Norwegian satellite ground station services company

Kongsberg Satellite Services AS (KSAT) is a Norwegian-based company. KSAT has the most extensive ground station network globally, and the world's largest ground station for support of polar orbiting satellites located at 78° North - Svalbard, Norway. They are a provider of ground network services and maritime monitoring services

KSAT headquarters is in Tromsø, Norway, with sales offices in Oslo, Stockholm and Denver, Colorado.

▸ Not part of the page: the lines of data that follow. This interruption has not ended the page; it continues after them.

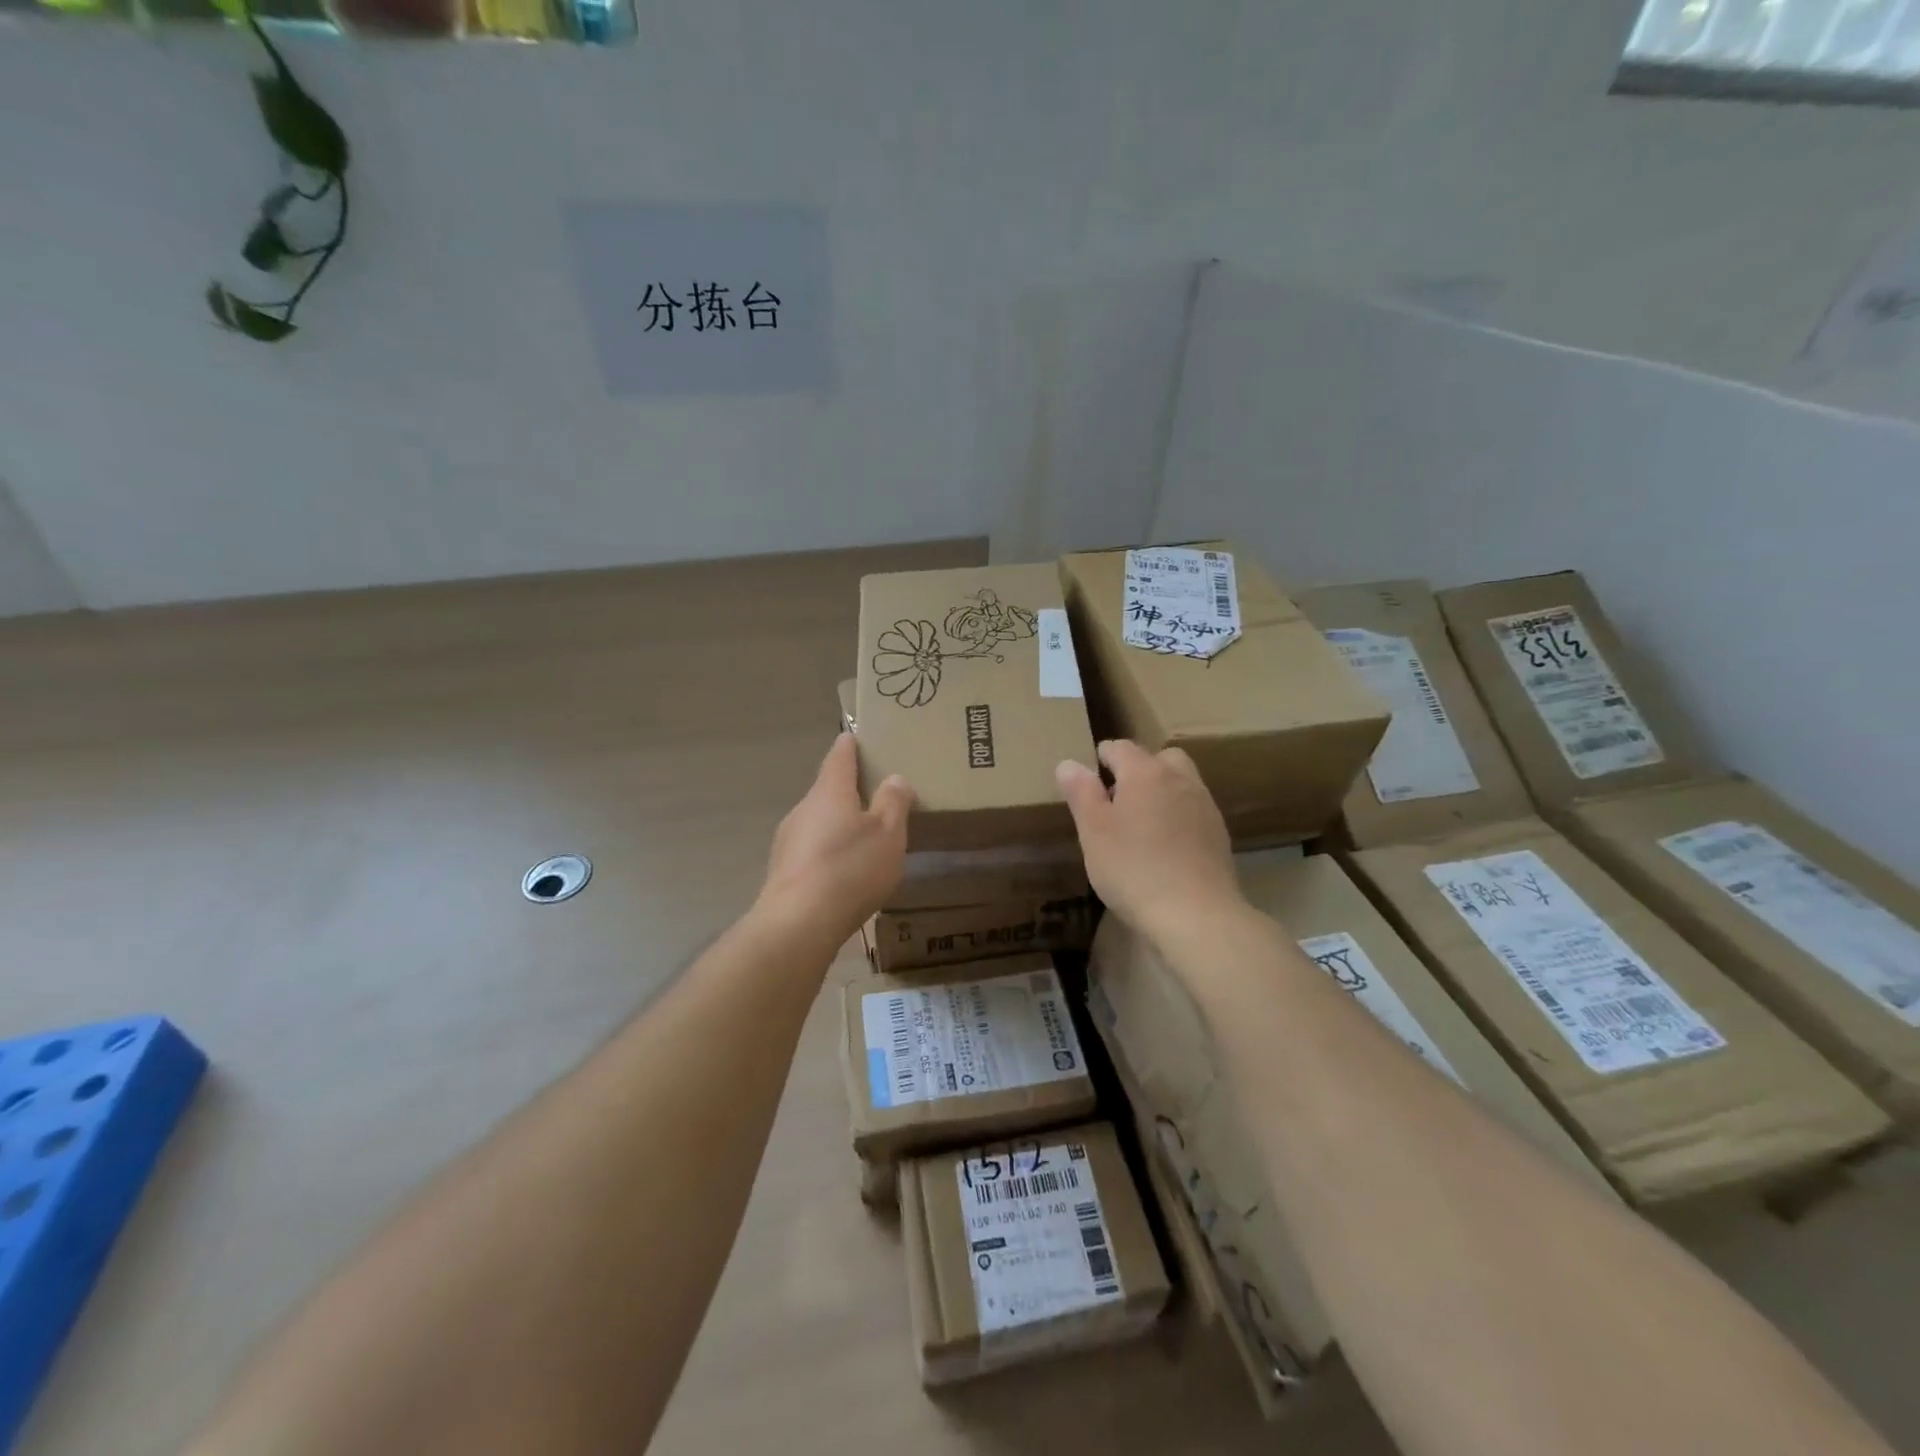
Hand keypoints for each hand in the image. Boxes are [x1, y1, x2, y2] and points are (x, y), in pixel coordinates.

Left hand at [758, 733, 913, 940]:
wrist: (798, 924)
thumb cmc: (850, 869)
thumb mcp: (888, 834)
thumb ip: (894, 802)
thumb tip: (895, 779)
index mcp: (830, 791)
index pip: (840, 755)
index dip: (851, 745)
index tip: (860, 738)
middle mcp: (804, 808)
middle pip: (829, 789)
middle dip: (851, 791)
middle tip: (879, 796)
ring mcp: (789, 840)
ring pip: (820, 821)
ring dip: (841, 824)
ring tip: (867, 839)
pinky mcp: (784, 870)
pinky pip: (813, 850)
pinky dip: (830, 852)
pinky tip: (846, 873)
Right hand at [1056, 740, 1242, 939]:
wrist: (1196, 914)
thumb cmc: (1133, 868)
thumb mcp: (1094, 831)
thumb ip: (1081, 793)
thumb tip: (1069, 764)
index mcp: (1146, 773)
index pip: (1121, 748)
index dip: (1102, 756)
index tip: (1090, 772)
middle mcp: (1180, 780)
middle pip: (1161, 758)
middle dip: (1140, 768)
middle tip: (1118, 795)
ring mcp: (1205, 807)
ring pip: (1182, 783)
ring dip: (1162, 791)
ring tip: (1141, 821)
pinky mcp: (1219, 836)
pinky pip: (1194, 811)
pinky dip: (1178, 816)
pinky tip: (1165, 845)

KSAT AS is part of Kongsberg Defence & Aerospace of Norwegian Kongsberg Gruppen, an international technology group, that supplies high-technology to merchant marine, defence, aerospace, offshore oil and gas industries, and renewable and utilities industries.

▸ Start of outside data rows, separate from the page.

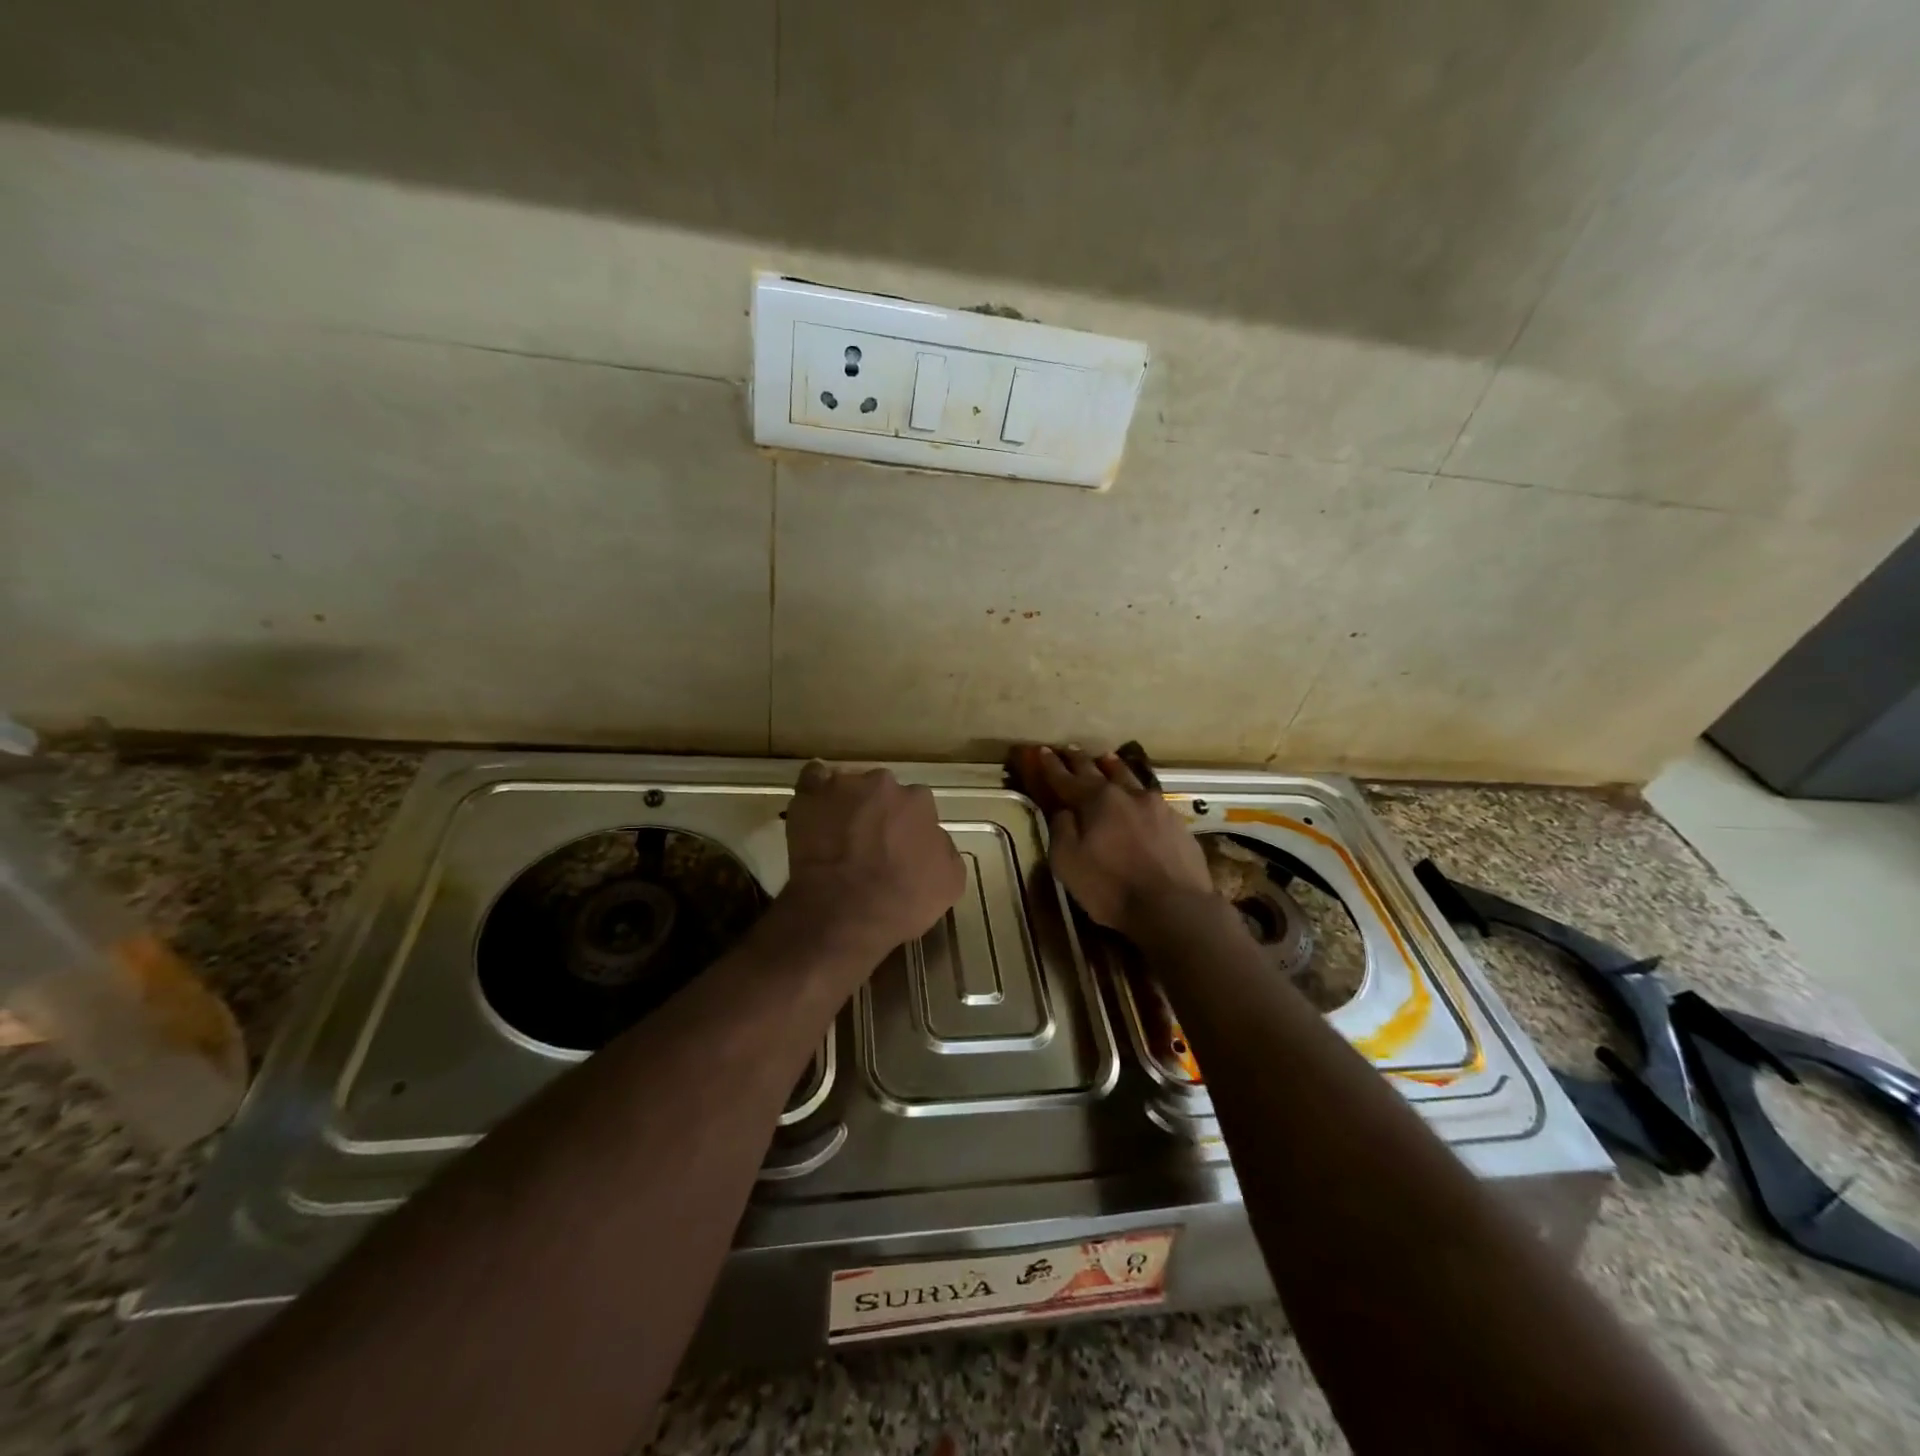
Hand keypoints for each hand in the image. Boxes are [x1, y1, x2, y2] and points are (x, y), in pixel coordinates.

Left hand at [782, 762, 965, 960]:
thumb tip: (932, 836)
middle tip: (869, 842)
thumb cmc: (901, 901)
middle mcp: (883, 784)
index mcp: (918, 801)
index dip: (908, 827)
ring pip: (849, 787)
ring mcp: (843, 786)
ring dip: (847, 804)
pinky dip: (816, 791)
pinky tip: (816, 808)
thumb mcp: (950, 881)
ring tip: (837, 834)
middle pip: (882, 791)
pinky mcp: (810, 795)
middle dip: (878, 811)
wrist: (843, 911)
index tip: (900, 847)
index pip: (917, 805)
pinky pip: (813, 779)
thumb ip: (944, 847)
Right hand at [1029, 746, 1212, 938]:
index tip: (1041, 751)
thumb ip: (1061, 830)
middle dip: (1080, 760)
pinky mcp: (1176, 821)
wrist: (1174, 906)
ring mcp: (1155, 805)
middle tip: (1070, 749)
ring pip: (1129, 777)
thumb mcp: (1068, 863)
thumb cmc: (1112, 887)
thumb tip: (1062, 810)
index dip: (1051, 765)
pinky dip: (1136, 789)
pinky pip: (1150, 795)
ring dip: (1113, 766)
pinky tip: (1139, 793)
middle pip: (1098, 770)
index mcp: (1095, 801)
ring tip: (1106, 758)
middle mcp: (1125, 794)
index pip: (1066, 778)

KSAT was established in 2002, though its roots may be traced back to 1967 when the Tromsø ground station was inaugurated.

According to the Norwegian Communications Authority, KSAT is permitted to service Chinese state-owned defense contractor Chang Guang Satellite Technology Corporation.

==Sites==
The company's global ground network consists of more than 200 antennas at 23 sites worldwide, this provides optimized locations for satellites in polar, inclined and equatorial orbits. Everything is remotely monitored and controlled and from the HQ's network operations center in Tromsø.

- Troll, Antarctic
- Cordoba, Argentina (partner station)
- Tolhuin, Argentina (partner station)
- Inuvik, Northwest Territories, Canada
- Punta Arenas, Chile
- Nemea, Greece
- Nuuk, Greenland
- Bangalore, India (partner station)
- Tokyo, Japan
- Mauritius
- Awarua, New Zealand
- Svalbard, Norway
- Tromsø, Norway
- Vardø, Norway
- Panama
- Azores, Portugal (partner station)
- Singapore
- Hartebeesthoek, South Africa
- Puertollano, Spain
- Dubai, United Arab Emirates
- Fairbanks, Alaska, United States
- Los Angeles, California, United States
- Hawaii, United States

==Ownership==
KSAT is owned equally (50/50) by Space Norway AS (50%), and Kongsberg Defence & Aerospace AS (50%).